In Assassin's Creed -- Underworld, Oliver Bowden has depicted a Relationship between two Assassins, where the fight-scenes and "blooding" (killing humans) ARE the Romance.



Oddly, and gorgeously, and miraculously, this book, Underworld, reads like a Heroic Novel, a novel of courage, determination, righteous choices, upholding social law and order.

Yes it is about "Assassins" -- (who kill) -- but it is based on the Game Assassin's Creed.  It's about following an Oath, making the free will choice every day to do the "right" thing according to that Oath.

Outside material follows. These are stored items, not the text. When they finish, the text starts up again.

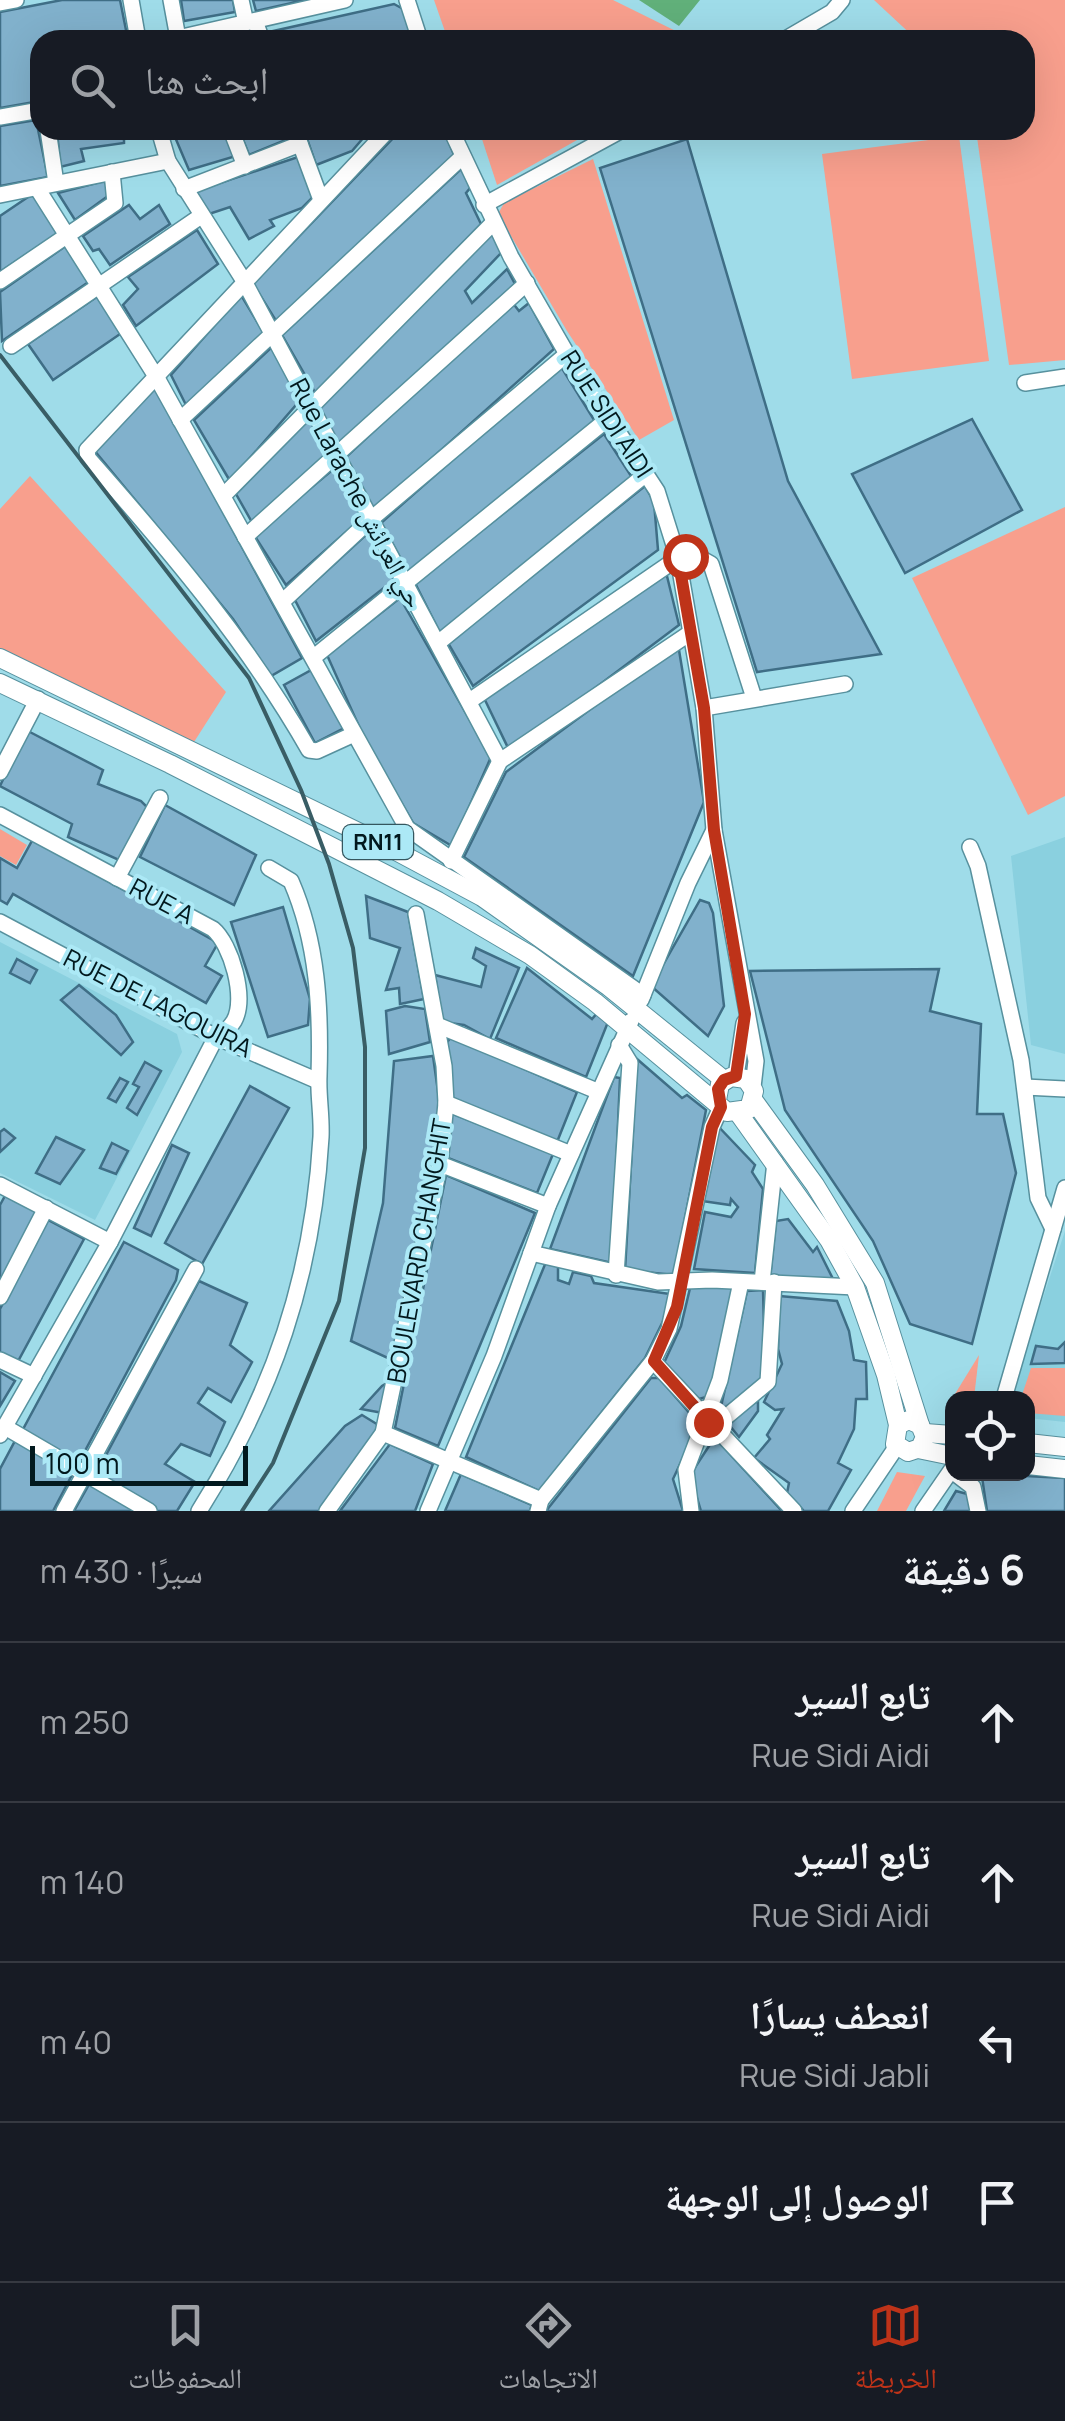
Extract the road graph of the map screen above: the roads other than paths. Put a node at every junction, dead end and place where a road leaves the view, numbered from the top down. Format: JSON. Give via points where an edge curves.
{"nodes":[{"id":1,"x":16,"y":0,"type":"edge"},
{"id":2,"x":132,"y":0,"type":"edge"},
{"id":3,"x":171,"y":0,"type":"edge"},
{"id":4,"x":241,"y":0,"type":"edge"},
{"id":5,"x":346,"y":0,"type":"edge"},
{"id":6,"x":408,"y":0,"type":"edge"},
{"id":7,"x":842,"y":0,"type":"edge"},
{"id":8,"x":0,"y":3,"type":"edge"},
{"id":9,"x":250,"y":22,"type":"junction"},
{"id":10,"x":136,"y":30,"type":"edge"},
{"id":11,"x":173,"y":30,"type":"edge"},
{"id":12,"x":221,"y":30,"type":"edge"},
{"id":13,"x":255,"y":30,"type":"edge"},
{"id":14,"x":417,"y":30,"type":"edge"},
{"id":15,"x":801,"y":30,"type":"edge"},
{"id":16,"x":30,"y":112,"type":"edge"},
{"id":17,"x":0,"y":117,"type":"edge"},
{"id":18,"x":49,"y":140,"type":"edge"},
{"id":19,"x":161,"y":140,"type":"edge"},
{"id":20,"x":234,"y":140,"type":"edge"},
{"id":21,"x":292,"y":140,"type":"edge"},
{"id":22,"x":298,"y":140,"type":"edge"},
{"id":23,"x":378,"y":140,"type":"edge"},
{"id":24,"x":456,"y":140,"type":"edge"},
{"id":25,"x":604,"y":140,"type":"edge"},
{"id":26,"x":462,"y":157,"type":"junction"},
{"id":27,"x":168,"y":161,"type":"junction"},
{"id":28,"x":245,"y":166,"type":"junction"},
{"id":29,"x":112,"y":172,"type":"junction"},
{"id":30,"x":56,"y":184,"type":"junction"},
{"id":31,"x":37,"y":188,"type":"junction"},
{"id":32,"x":184,"y":189,"type":"junction"},
{"id":33,"x":0,"y":195,"type":"edge"},
{"id":34,"x":320,"y":200,"type":"junction"},
{"id":35,"x":484,"y":206,"type":"junction"},
{"id":36,"x":201,"y":216,"type":"junction"},
{"id":37,"x":492,"y":223,"type":"junction"},
{"id":38,"x":68,"y":235,"type":"junction"},
{"id":39,"x":244,"y":280,"type":"junction"},
{"id":40,"x":0,"y":281,"type":"edge"},
{"id":41,"x":100,"y":284,"type":"junction"},
{"id":42,"x":527,"y":284,"type":"junction"},
{"id":43,"x":273,"y":335,"type":"junction"},
{"id":44,"x":11,"y":346,"type":"dead end"},
{"id":45,"x":567,"y":354,"type":"junction"},
{"id":46,"x":1065,"y":377,"type":"edge"},
{"id":47,"x":157,"y":378,"type":"junction"},
{"id":48,"x":1025,"y":383,"type":"dead end"},
{"id":49,"x":310,"y":406,"type":"junction"},
{"id":50,"x":609,"y":418,"type":"junction"},
{"id":51,"x":180,"y":420,"type":"junction"},
{"id":52,"x":337,"y":457,"type":"junction"},
{"id":53,"x":646,"y":474,"type":"junction"},
{"id":54,"x":223,"y":496,"type":"junction"},
{"id":55,"x":370,"y":520,"type":"junction"},
{"id":56,"x":245,"y":537,"type":"junction"},
{"id":57,"x":678,"y":558,"type":"junction"},
{"id":58,"x":405,"y":584,"type":"junction"},
{"id":59,"x":282,"y":602,"type":"junction"},
{"id":60,"x":690,"y":633,"type":"junction"},
{"id":61,"x":438,"y":643,"type":"junction"},
{"id":62,"x":314,"y":656,"type":"junction"},
{"id":63,"x":0,"y":658,"type":"edge"},
{"id":64,"x":0,"y":684,"type":"edge"},
{"id":65,"x":844,"y":684,"type":"dead end"},
{"id":66,"x":754,"y":698,"type":"junction"},
{"id":67,"x":38,"y":699,"type":"junction"},
{"id":68,"x":470,"y":700,"type":"junction"},
{"id":69,"x":704,"y":708,"type":"junction"},
{"id":70,"x":352,"y":734,"type":"junction"},
{"id":71,"x":500,"y":761,"type":"junction"},
{"id":72,"x":0,"y":772,"type":"edge"},
{"id":73,"x":160,"y":798,"type":"dead end"},
{"id":74,"x":0,"y":815,"type":"edge"},
{"id":75,"x":714,"y":830,"type":"junction"},
{"id":76,"x":970,"y":847,"type":"dead end"},
{"id":77,"x":451,"y":862,"type":"junction"},
{"id":78,"x":268,"y":868,"type":"dead end"},
{"id":79,"x":117,"y":878,"type":"junction"},
{"id":80,"x":416,"y":914,"type":"dead end"},
{"id":81,"x":0,"y":922,"type":"edge"},
{"id":82,"x":640,"y":1002,"type":"junction"},
{"id":83,"x":745,"y":1014,"type":"junction"},
{"id":84,"x":436,"y":1025,"type":"junction"},
{"id":85,"x":623,"y":1037,"type":"junction"},
{"id":86,"x":216,"y":1038,"type":"junction"},
{"id":87,"x":730,"y":1078,"type":"junction"},
{"id":88,"x":318,"y":1081,"type":"junction"},
{"id":89,"x":1025,"y":1087,"type":"junction"},
{"id":90,"x":1065,"y":1090,"type":"edge"},
{"id":91,"x":598,"y":1091,"type":"junction"},
{"id":92,"x":754,"y":1094,"type":"junction"},
{"id":93,"x":446,"y":1103,"type":"junction"},
{"id":94,"x":726,"y":1107,"type":"junction"},
{"id":95,"x":570,"y":1154,"type":"junction"},
{"id":96,"x":775,"y":1162,"type":"junction"},
{"id":97,"x":440,"y":1164,"type":"junction"},
{"id":98,"x":1,"y":1188,"type":"edge"},
{"id":99,"x":1065,"y":1188,"type":"edge"},
{"id":100,"x":548,"y":1206,"type":"junction"},
{"id":101,"x":46,"y":1208,"type":"junction"},
{"id":102,"x":1053,"y":1230,"type":"junction"},
{"id":103,"x":110,"y":1242,"type":"junction"},
{"id":104,"x":532,"y":1252,"type":"junction"},
{"id":105,"x":196,"y":1269,"type":"dead end"},
{"id":106,"x":616,"y":1276,"type":"junction"},
{"id":107,"x":682,"y":1281,"type":"junction"},
{"id":108,"x":741,"y":1282,"type":"junction"},
{"id":109,"x":768,"y":1282,"type":"junction"},
{"id":110,"x":855,"y":1287,"type":"junction"},
{"id":111,"x":0,"y":1297,"type":"edge"},
{"id":112,"x":0,"y":1360,"type":"edge"},
{"id":113,"x":654,"y":1361,"type":"junction"},
{"id":114,"x":34,"y":1376,"type":"junction"},
{"id":115,"x":1006,"y":1391,"type":"edge"},
{"id":116,"x":711,"y":1425,"type":"junction"},
{"id":117,"x":898,"y":1425,"type":"junction"},
{"id":118,"x":2,"y":1431,"type":"edge"},
{"id":119,"x":384,"y":1433,"type":"junction"},
{"id":120,"x":921,"y":1436,"type":"junction"},
{"id":121,"x":945,"y":1436,"type":"edge"},
{"id":122,"x":1035,"y":1444,"type":"edge"},
{"id":123,"x":897,"y":1446,"type":"junction"},
{"id":124,"x":1065,"y":1447,"type":"edge"},
{"id":125,"x":945,"y":1451,"type":"edge"},
{"id":126,"x":450,"y":1458,"type":"junction"},
{"id":127,"x":1035,"y":1466,"type":"edge"},
{"id":128,"x":1065,"y":1469,"type":"edge"},
{"id":129,"x":84,"y":1474,"type":"junction"},
{"id":130,"x":946,"y":1481,"type":"edge"},
{"id":131,"x":966,"y":1481,"type":"edge"},
{"id":132,"x":539,"y":1505,"type":"edge"},
{"id":133,"x":64,"y":1511,"type":"edge"},
{"id":134,"x":149,"y":1511,"type":"edge"},
{"id":135,"x":199,"y":1511,"type":"edge"},
{"id":136,"x":327,"y":1511,"type":"edge"},
{"id":137,"x":428,"y":1511,"type":"edge"},
{"id":138,"x":691,"y":1511,"type":"edge"},
{"id":139,"x":794,"y":1511,"type":"edge"},
{"id":140,"x":853,"y":1511,"type":"edge"},
{"id":141,"x":923,"y":1511,"type":"edge"},
{"id":142,"x":978,"y":1511,"type":"edge"}],
"edges":[{"from":1,"to":8,"type":"street"},
{"from":2,"to":10,"type":"street"},
{"from":3,"to":11,"type":"street"},
{"from":4,"to":9,"type":"street"},
{"from":5,"to":9,"type":"street"},
{"from":6,"to":14,"type":"street"},
{"from":7,"to":15,"type":"street"},
{"from":9,"to":12,"type":"street"},
{"from":9,"to":13,"type":"street"},
{"from":16,"to":17,"type":"street"},
{"from":18,"to":30,"type":"street"},
{"from":19,"to":27,"type":"street","name":"Rue Larache حي العرائش"},
{"from":20,"to":28,"type":"street"},
{"from":21,"to":28,"type":"street"},
{"from":22,"to":34,"type":"street"},
{"from":23,"to":34,"type":"street"},
{"from":24,"to":26,"type":"street","name":"RUE SIDI AIDI"},
{"from":25,"to":35,"type":"street"},
{"from":26,"to":35,"type":"street","name":"RUE SIDI AIDI"},
{"from":26,"to":43,"type":"street"},
{"from":27,"to":29,"type":"street"},
{"from":27,"to":32,"type":"street","name":"Rue Larache حي العرائش"},
{"from":28,"to":32,"type":"street"},
{"from":29,"to":30,"type":"street"},
{"from":29,"to":38,"type":"street","via":[[115,203]]},
{"from":30,"to":31,"type":"street"},
{"from":31,"to":33,"type":"street"},
{"from":31,"to":38,"type":"street"},
{"from":32,"to":36,"type":"street","name":"Rue Larache حي العرائش"},
{"from":34,"to":39,"type":"street"},
{"from":35,"to":37,"type":"street","name":"RUE SIDI AIDI"},
{"from":36,"to":39,"type":"street","name":"Rue Larache حي العرائش"},
{"from":36,"to":41,"type":"street"},
{"from":37,"to":42,"type":"street","name":"RUE SIDI AIDI"},
{"from":37,"to":49,"type":"street"},
{"from":38,"to":40,"type":"street"},
{"from":38,"to":41,"type":"street"},
{"from":39,"to":43,"type":"street","name":"Rue Larache حي العرائش"},
{"from":39,"to":47,"type":"street"},
{"from":41,"to":44,"type":"street"},
{"from":41,"to":47,"type":"street"},
{"from":42,"to":45,"type":"street","name":"RUE SIDI AIDI"},
{"from":42,"to":52,"type":"street"},
{"from":43,"to":49,"type":"street","name":"Rue Larache حي العرائش"},
{"from":43,"to":51,"type":"street"},
{"from":45,"to":50,"type":"street","name":"RUE SIDI AIDI"},
{"from":45,"to":55,"type":"street"},
{"from":46,"to":48,"type":"street"},
{"from":47,"to":51,"type":"street"},
{"from":47,"to":70,"type":"street","via":[[90,445],[88,458],[257,663],[309,750]]},
{"from":49,"to":52,"type":"street","name":"Rue Larache حي العرائش"},
{"from":49,"to":54,"type":"street"},
{"from":50,"to":53,"type":"street","name":"RUE SIDI AIDI"},
{"from":50,"to":58,"type":"street"},
{"from":51,"to":54,"type":"street"},
{"from":52,"to":55,"type":"street","name":"Rue Larache حي العرائش"},
{"from":52,"to":56,"type":"street"},
{"from":53,"to":57,"type":"street","name":"RUE SIDI AIDI"},
{"from":53,"to":61,"type":"street"},
{"from":54,"to":56,"type":"street"},
{"from":55,"to":58,"type":"street","name":"Rue Larache حي العرائش"},
{"from":55,"to":59,"type":"street"},
{"from":56,"to":59,"type":"street"},
{"from":57,"to":60,"type":"street","name":"RUE SIDI AIDI"},
{"from":57,"to":66,"type":"street","via":[[695,555],[711,564]]},
{"from":57,"to":68,"type":"street"},
{"from":58,"to":61,"type":"street","name":"Rue Larache حي العرائش"},
{"from":58,"to":62,"type":"street"},
{"from":59,"to":62,"type":"street"},
{"from":60,"to":69,"type":"street","name":"RUE SIDI AIDI"},
{"from":60,"to":71,"type":"street"},
{"from":61,"to":68,"type":"street","name":"Rue Larache حي العرائش"},
{"from":62,"to":70,"type":"street"},
{"from":63,"to":82,"type":"main road","number":"RN11","via":[[381,843],[482,898]]},
{"from":64,"to":67,"type":"main road","number":"RN11"},
{"from":65,"to":66,"type":"street"},
{"from":66,"to":69,"type":"street"},
{"from":67,"to":72,"type":"street"},
{"from":67,"to":85,"type":"main road","number":"RN11","via":[[438,901],[530,955]]},
{"from":68,"to":71,"type":"street","name":"Rue Larache حي العرائش"},
{"from":69,"to":75,"type":"street","name":"RUE SIDI AIDI"},
{"from":70,"to":77,"type":"street","via":[[407,828]]},
{"from":71,"to":77,"type":"street"},
{"from":73,"to":79,"type":"street"},
{"from":74,"to":79,"type":"street","name":"RUE A"},
{"from":75,"to":82,"type":"street"},
{"from":75,"to":83,"type":"street","name":"RUE SIDI AIDI"},
{"from":76,"to":89,"type":"street"},
{"from":77,"to":82,"type":"street"},
{"from":78,"to":88,"type":"street","via":[[291,881],[311,946],[321,1018]]},
{"from":79,"to":86,"type":"street","name":"RUE A","via":[[223,937],[238,1011]]},
{"from":80,"to":84,"type":"street","name":"BOULEVARD CHANGHIT"},
{"from":81,"to":86,"type":"street","name":"RUE DE LAGOUIRA"},
{"from":82,"to":85,"type":"street"},
{"from":82,"to":87,"type":"main road","number":"RN11"},
{"from":83,"to":87,"type":"street","name":"RUE SIDI AIDI"},
{"from":83,"to":92,"type":"street","name":"RUE SIDI AIDI","via":[[756,1061]]},
{"from":84,"to":91,"type":"street"},
{"from":84,"to":93,"type":"street","name":"BOULEVARD CHANGHIT"},
{"from":85,"to":91,"type":"street"},
{"from":85,"to":94,"type":"main road","number":"RN11"},
{"from":85,"to":106,"type":"street","via":[[630,1063]]},
{"from":86,"to":88,"type":"street","name":"RUE DE LAGOUIRA"},
{"from":86,"to":103,"type":"street"},
{"from":87,"to":92,"type":"main road","number":"RN11"},
{"from":87,"to":94,"type":"main road"},
{"from":88,"to":135,"type":"street","via":[[319,1169],[293,1312],[262,1400]]},
{"from":89,"to":90,"type":"street"},
{"from":89,"to":102,"type":"street","via":[[1038,1198]]},
{"from":91,"to":95,"type":"street"},
{"from":92,"to":94,"type":"main road"},
{"from":92,"to":120,"type":"main road","number":"RN11","via":[[874,1282]]},
{"from":93,"to":95,"type":"street"},
{"from":93,"to":97,"type":"street","name":"BOULEVARD CHANGHIT"},
{"from":94,"to":96,"type":"main road","number":"RN11"},
{"from":94,"to":107,"type":"street","via":[[712,1127]]},
{"from":95,"to":100,"type":"street"},
{"from":96,"to":109,"type":"street"},
{"from":96,"to":110,"type":"main road","number":"RN11"},
{"from":97,"to":100,"type":"street"},
{"from":97,"to":119,"type":"street","name":"BOULEVARD CHANGHIT"},
{"from":98,"to":101,"type":"street"},
{"from":99,"to":102,"type":"street"},
{"from":100,"to":104,"type":"street"},
{"from":101,"to":103,"type":"street"},
{"from":101,"to":111,"type":"street"},
{"from":102,"to":115,"type":"street"},
{"from":103,"to":114,"type":"street"},
{"from":104,"to":106,"type":"street"},
{"from":104,"to":126,"type":"street"},
{"from":105,"to":129,"type":"street"},
{"from":106,"to":107,"type":"street"},
{"from":107,"to":108,"type":"street"},
{"from":107,"to":113,"type":"street"},
{"from":108,"to":109,"type":"street"},
{"from":108,"to":116,"type":"street"},
{"from":109,"to":110,"type":"street"},
{"from":109,"to":116,"type":"street","via":[[768,1382]]},
{"from":110,"to":117,"type":"main road","number":"RN11"},
{"from":112,"to":114,"type":"street"},
{"from":113,"to":116,"type":"street"},
{"from":113,"to":132,"type":"street"},
{"from":114,"to":118,"type":"street"},
{"from":116,"to":138,"type":"street","via":[[686,1470]]},
{"from":116,"to":139,"type":"street"},
{"from":117,"to":120,"type":"main road","via":[[912,1420]]},
{"from":117,"to":123,"type":"main road","number":"RN11"},
{"from":118,"to":129,"type":"street"},
{"from":119,"to":126,"type":"street"},
{"from":119,"to":136,"type":"street","name":"BOULEVARD CHANGHIT"},
{"from":120,"to":121,"type":"main road"},
{"from":120,"to":123,"type":"main road","via":[[908,1452]]},
{"from":120,"to":125,"type":"main road"},
{"from":122,"to":124,"type":"main road"},
{"from":123,"to":140,"type":"street"},
{"from":126,"to":132,"type":"street"},
{"from":126,"to":137,"type":"street"},
{"from":127,"to":128,"type":"main road"},
{"from":129,"to":133,"type":"street"},
{"from":129,"to":134,"type":"street"},
{"from":130,"to":141,"type":"street"},
{"from":131,"to":142,"type":"street"}]}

After all the training a young child goes through to become an Assassin (training imposed before the age of choice) the adult Assassin has a great deal of "power" -- naked, with no weapons, such a person can escape and kill any captor.

As with the old TV Show Kung Fu
http://amazon.com/King-Of-The-Mountain/dp/B015K531YQ/

...or with Spiderman or most of today's Superheros, with Power comes great responsibility.

As I noted above, the Romance is coded into the fight scenes. It is not hot.  It is not steamy. It is barely recognizable as sexual attraction.  It is seen from the male point of view as a young woman master's the Assassin's trade.  He falls for her big time.  She falls for him big time.  He's not sure she has and we don't know really what she's thinking.  In the end, he proposes.

I wouldn't even call this book an Action Romance. I don't think it earns the title of Love Story.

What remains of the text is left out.